There were good things about me, qualities I liked to boast by example: my ability to talk to anyone, my laughter, my generosity with money, my being the last one to always leave the pub, the bar, the club. I became high on the way I perceived people saw me; a great social butterfly they flocked to be around. I started to forget to catch myself. I never allowed myself to put down the drink, to refuse a toke on the joint, do another line, to climb down from the table and join the real world. I didn’t want to. The real world contained so much throbbing pain that if I let it in I felt I would implode, leaving nothing but the scattered debris of who I wanted to be. Up there I was untouchable, unreachable, adored.
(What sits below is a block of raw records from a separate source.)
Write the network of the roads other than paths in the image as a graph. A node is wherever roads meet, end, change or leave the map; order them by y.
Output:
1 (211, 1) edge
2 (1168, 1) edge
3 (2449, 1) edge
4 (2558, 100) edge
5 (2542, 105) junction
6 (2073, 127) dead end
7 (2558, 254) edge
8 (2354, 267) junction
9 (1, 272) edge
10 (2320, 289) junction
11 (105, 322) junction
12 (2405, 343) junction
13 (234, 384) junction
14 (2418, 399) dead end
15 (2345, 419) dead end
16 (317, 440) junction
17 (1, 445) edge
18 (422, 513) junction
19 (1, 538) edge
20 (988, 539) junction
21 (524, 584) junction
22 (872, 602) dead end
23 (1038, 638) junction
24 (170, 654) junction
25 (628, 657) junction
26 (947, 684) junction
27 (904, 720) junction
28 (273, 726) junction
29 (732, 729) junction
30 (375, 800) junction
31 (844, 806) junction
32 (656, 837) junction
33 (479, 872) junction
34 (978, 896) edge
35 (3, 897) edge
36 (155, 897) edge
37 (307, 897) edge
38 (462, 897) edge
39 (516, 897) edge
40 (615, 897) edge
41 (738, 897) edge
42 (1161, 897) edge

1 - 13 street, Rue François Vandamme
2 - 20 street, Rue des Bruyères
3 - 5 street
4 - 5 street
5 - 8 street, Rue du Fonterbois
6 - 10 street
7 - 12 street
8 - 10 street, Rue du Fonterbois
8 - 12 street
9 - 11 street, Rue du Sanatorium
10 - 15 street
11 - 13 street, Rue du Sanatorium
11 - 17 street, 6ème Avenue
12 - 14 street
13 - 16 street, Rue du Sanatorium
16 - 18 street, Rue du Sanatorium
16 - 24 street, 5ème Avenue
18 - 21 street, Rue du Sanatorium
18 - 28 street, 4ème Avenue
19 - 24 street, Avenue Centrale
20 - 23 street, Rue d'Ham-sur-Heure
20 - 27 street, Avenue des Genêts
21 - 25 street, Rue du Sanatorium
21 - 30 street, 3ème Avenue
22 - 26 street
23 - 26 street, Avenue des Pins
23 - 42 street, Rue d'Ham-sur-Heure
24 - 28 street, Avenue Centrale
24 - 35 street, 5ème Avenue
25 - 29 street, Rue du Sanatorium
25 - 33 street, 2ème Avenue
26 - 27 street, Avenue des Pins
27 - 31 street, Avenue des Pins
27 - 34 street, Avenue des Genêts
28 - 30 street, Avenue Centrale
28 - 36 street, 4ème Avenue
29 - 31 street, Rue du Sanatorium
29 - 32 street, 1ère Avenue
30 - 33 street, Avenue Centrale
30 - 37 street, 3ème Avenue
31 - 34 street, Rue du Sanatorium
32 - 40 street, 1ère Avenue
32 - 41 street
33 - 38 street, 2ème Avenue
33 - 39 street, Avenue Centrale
New Year 2004: a broken nose became my reward for falling headfirst into a table of champagne glasses. Blood was running down my cleavage, giving splashes of crimson to my alabaster winter skin. Smiling like a wide-eyed clown, I laughed and laughed, pointing at my messed up face, squashed comically to one side. Falling over open-mouthed friends, throwing my arms around a disgusted boyfriend’s neck and throwing back my head so the blood flew from my face. And shrieking, shrieking with laughter.
Birthdays, anniversaries, Christmas, New Years, the weekenders, the quiet nights at the pub, the trips away, all began to blur into one big showcase for my spiralling irregularity. Each one a bedlam making high, crushed to a pulp by a dark and terrifying low.
At some point it had to end. But, to make it end I had to find the beginning.